» What to produce:
As you print the data below, keep every line exactly as it is and leave the images behind.

Stored data:
____
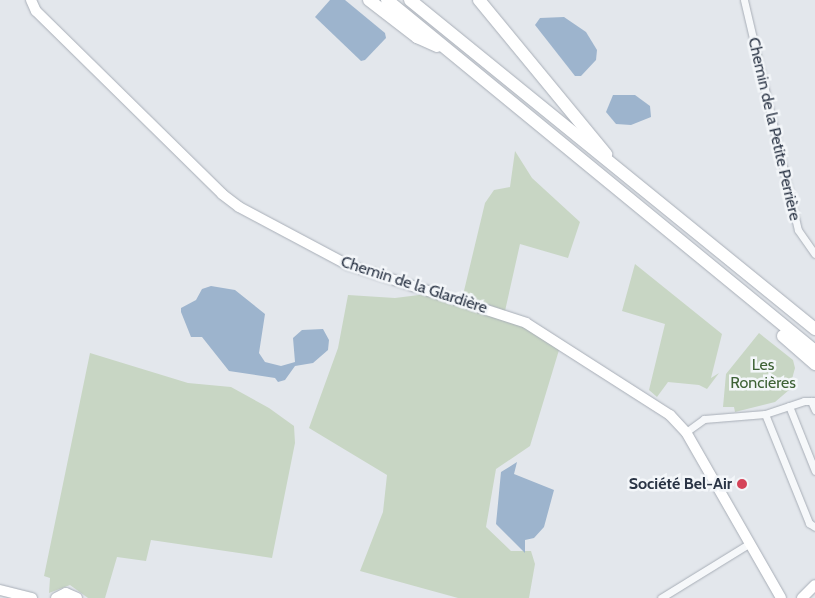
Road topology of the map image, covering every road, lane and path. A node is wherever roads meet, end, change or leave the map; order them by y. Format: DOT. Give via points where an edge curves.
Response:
graph roads {
  1 [pos="31,0"];
  2 [pos="369,0"];
  3 [pos="387,0"];
  4 [pos="410,0"];
  5 [pos="479,0"];
  6 [pos="744,0"];
  7 [pos="450,51"];
  8 [pos="612,163"];
  9 [pos="815,254"];
  10 [pos="815,329"];
  11 [pos="814,360"];
  12 [pos="813,401"];
  13 [pos="789,406"];
  14 [pos="815,410"];
  15 [pos="765,414"];
  16 [pos="686,432"];
  17 [pos="815,471"];
  18 [pos="815,527"];
  19 [pos="750,543"];
  20 [pos="815,585"];
  21 [pos="0,590"];
  22 [pos="815,592"];
  23 [pos="32,598"];
  24 [pos="56,598"];
  25 [pos="77,598"];
  26 [pos="661,598"];
  27 [pos="781,598"];
  28 [pos="802,598"];
  29 [pos="809,598"];
  1 -- 16 [label="street, Chemin de la Glardière" via="36,11 55,30 239,207 348,265 526,323 652,401"];
  2 -- 7 [label="highway" via="417,37"];
  3 -- 7 [label="highway"];
  4 -- 8 [label="highway"];
  5 -- 8 [label="highway" via="562,104 597,140"];
  6 -- 9 [label="street, Chemin de la Petite Perrière" via="798,230"];
  7 -- 11 [label="highway" via="739,288 751,307"];
  8 -- 10 [label="highway"];
  12 -- 13 [label="street"];
  12 -- 14 [label="street"];
  13 -- 15 [label="street"];
  13 -- 17 [label="street"];
  15 -- 16 [label="street" via="704,419"];
  15 -- 18 [label="street" via="809,523"];
  16 -- 19 [label="street, Chemin de la Glardière"];
  19 -- 26 [label="street"];
  19 -- 27 [label="street, Chemin de la Glardière"];
  20 -- 28 [label="street"];
  21 -- 23 [label="street"];
  22 -- 29 [label="street"];
  24 -- 25 [label="street" via="66,593"];
}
____
» Written answer:
Road topology of the map image, covering every road, lane and path. A node is wherever roads meet, end, change or leave the map; order them by y. Format: DOT. Give via points where an edge curves.
Response:
graph roads {
  1 [pos="31,0"];
  2 [pos="369,0"];
  3 [pos="387,0"];
  4 [pos="410,0"];
  5 [pos="479,0"];
  6 [pos="744,0"];
  7 [pos="450,51"];
  8 [pos="612,163"];
  9 [pos="815,254"];
  10 [pos="815,329"];
  11 [pos="814,360"];
  12 [pos="813,401"];
  13 [pos="789,406"];
  14 [pos="815,410"];
  15 [pos="765,414"];
  16 [pos="686,432"];
  17 [pos="815,471"];
  18 [pos="815,527"];
  19 [pos="750,543"];
  20 [pos="815,585"];
  21 [pos="0,590"];
  22 [pos="815,592"];
  23 [pos="32,598"];
  24 [pos="56,598"];
  25 [pos="77,598"];
  26 [pos="661,598"];
  27 [pos="781,598"];
  28 [pos="802,598"];
  29 [pos="809,598"];
  1 -- 16 [label="street, Chemin de la Glardière" via="36,11 55,30 239,207 348,265 526,323 652,401"];
  2 -- 7 [label="highway" via="417,37"];
  3 -- 7 [label="highway"];
  4 -- 8 [label="highway"];
  5 -- 8 [label="highway" via="562,104 597,140"];
  6 -- 9 [label="street, Chemin de la Petite Perrière" via="798,230"];
  7 -- 11 [label="highway" via="739,288 751,307"];
  8 -- 10 [label="highway"];
  12 -- 13 [label="street"];
  12 -- 14 [label="street"];
  13 -- 15 [label="street"];
  13 -- 17 [label="street"];
  15 -- 16 [label="street" via="704,419"];
  15 -- 18 [label="street" via="809,523"];
  16 -- 19 [label="street, Chemin de la Glardière"];
  19 -- 26 [label="street"];
  19 -- 27 [label="street, Chemin de la Glardière"];
  20 -- 28 [label="street"];
  21 -- 23 [label="street"];
  22 -- 29 [label="street"];
  24 -- 25 [label="street" via="66,593"];
}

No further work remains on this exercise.